Years later, when the book reviews started flooding in, I found myself facing the same choice I had before. I could either arrogantly insist on my own superiority, dismissing my reviewers' comments as jealousy or foolishness. I could be swallowed by bitterness or I could get over it. See the wisdom in their comments and get to work. Critique is the key to improving as a writer, the only thing that will make you better. Critique helps you see your work with new eyes and shape it into what you always wanted it to be, only you weren't able to get it there on your own.
People say that writing is an isolated activity, but good writing requires company. Company that you ultimately love and cherish and value, and this perspective towards criticism, ultimate improvement requires humility. This writing humility is never more essential than when we try to capture an experience outside of our own.
A few months after my first book came out, several book bloggers in the Young Adult blog-o-sphere made me aware of something. There's a trend in Young Adult books in which a sexual assault is used as a plot device, either to illustrate just how bad an antagonist is or to heighten the suspense, which is harmful for many reasons. Chiefly, that it doesn't engage with the issue of sexual assault with care and respect. The aforementioned bloggers indicated to me that a scene in 'Divergent' participated in this trend.
For months, I tried to squirm out of the indictment of my word in my mind, offering defenses and excuses. It didn't work, though, because while we can argue all day about what's actually on the page, I know what was going on in my mind when I wrote that scene, and it was exactly what I said earlier. It was an attempt to illustrate how bad an antagonist was and to heighten suspense. From an author, who had taken ownership over another person's experience without handling it with care.
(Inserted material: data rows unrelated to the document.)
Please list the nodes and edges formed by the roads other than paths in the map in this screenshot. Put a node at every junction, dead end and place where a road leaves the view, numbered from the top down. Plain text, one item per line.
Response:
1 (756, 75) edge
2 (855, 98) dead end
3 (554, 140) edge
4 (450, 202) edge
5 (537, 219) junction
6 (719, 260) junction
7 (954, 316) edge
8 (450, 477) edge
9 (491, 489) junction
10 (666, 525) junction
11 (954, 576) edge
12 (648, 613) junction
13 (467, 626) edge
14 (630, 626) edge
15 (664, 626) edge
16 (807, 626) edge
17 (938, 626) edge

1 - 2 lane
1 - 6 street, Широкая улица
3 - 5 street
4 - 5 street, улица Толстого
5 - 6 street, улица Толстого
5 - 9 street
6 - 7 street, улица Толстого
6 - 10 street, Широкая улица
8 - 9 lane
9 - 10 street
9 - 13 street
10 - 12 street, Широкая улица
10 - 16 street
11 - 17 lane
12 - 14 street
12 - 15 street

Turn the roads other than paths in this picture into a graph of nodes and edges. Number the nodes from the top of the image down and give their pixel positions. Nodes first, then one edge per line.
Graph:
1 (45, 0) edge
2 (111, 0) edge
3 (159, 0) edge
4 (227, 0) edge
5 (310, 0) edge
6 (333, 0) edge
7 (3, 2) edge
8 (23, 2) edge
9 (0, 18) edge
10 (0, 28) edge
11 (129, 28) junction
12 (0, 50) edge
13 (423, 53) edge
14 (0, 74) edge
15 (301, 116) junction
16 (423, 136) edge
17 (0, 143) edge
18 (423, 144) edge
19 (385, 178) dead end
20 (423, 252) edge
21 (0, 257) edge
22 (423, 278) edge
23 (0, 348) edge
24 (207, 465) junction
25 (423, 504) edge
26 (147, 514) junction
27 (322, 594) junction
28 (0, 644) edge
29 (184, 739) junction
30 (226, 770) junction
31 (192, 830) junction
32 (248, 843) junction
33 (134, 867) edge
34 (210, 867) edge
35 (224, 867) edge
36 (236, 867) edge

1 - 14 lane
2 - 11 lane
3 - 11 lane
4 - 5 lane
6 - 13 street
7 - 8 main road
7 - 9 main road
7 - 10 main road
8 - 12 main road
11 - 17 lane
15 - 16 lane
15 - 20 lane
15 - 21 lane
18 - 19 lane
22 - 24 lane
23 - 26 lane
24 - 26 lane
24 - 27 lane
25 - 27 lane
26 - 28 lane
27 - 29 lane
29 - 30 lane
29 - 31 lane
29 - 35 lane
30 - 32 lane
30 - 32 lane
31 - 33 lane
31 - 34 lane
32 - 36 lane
One day it became clear to me that what I needed to do was exactly what I had to do in workshop: I needed to get over my pride and fear of failure. I needed to recognize the wisdom of what I had heard, and I needed to get to work.
I couldn't change what I had written, but I could change the way I reacted to it. So, I talked about it on my blog, and it was humbling. That act of humility, painful and uninviting though it was, it was a gift. I realized that if I wanted to write a character whose experience was different than mine, humility could drive me to dilligent research, careful depiction, thoughtful revision and openness to critique. It could make me free to say, 'I'm here to learn' instead of 'I already know.' And if and when I failed I could be free to say, 'Maybe you have a point, and I can do better next time' instead of 'your critiques are not valid.'
And the thing is, when you adopt that attitude, 'I'm here to learn,' the world becomes a fascinating, beautiful place. I'm the author of the 'Divergent' series, and that means I am here to learn, specifically about knock-out mice and genetic engineering, gunshot wounds, exposure therapy, Chicago architecture, zip-lining, aquaponics and post-traumatic stress disorder -- all things I researched while writing my series.
Every writer I know is also here to learn -- about spaceships and fall-out shelters and international abduction and horitculture and language and everything. Everything else, everything that makes this world strange and rich and mysterious and ugly and beautiful. Humility in reading and in writing really means freedom, freedom to love things with unbridled enthusiasm. Freedom to critique things thoughtfully, freedom to write about topics you aren't that familiar with, freedom to admit to your mistakes and learn from them. Humility is freedom.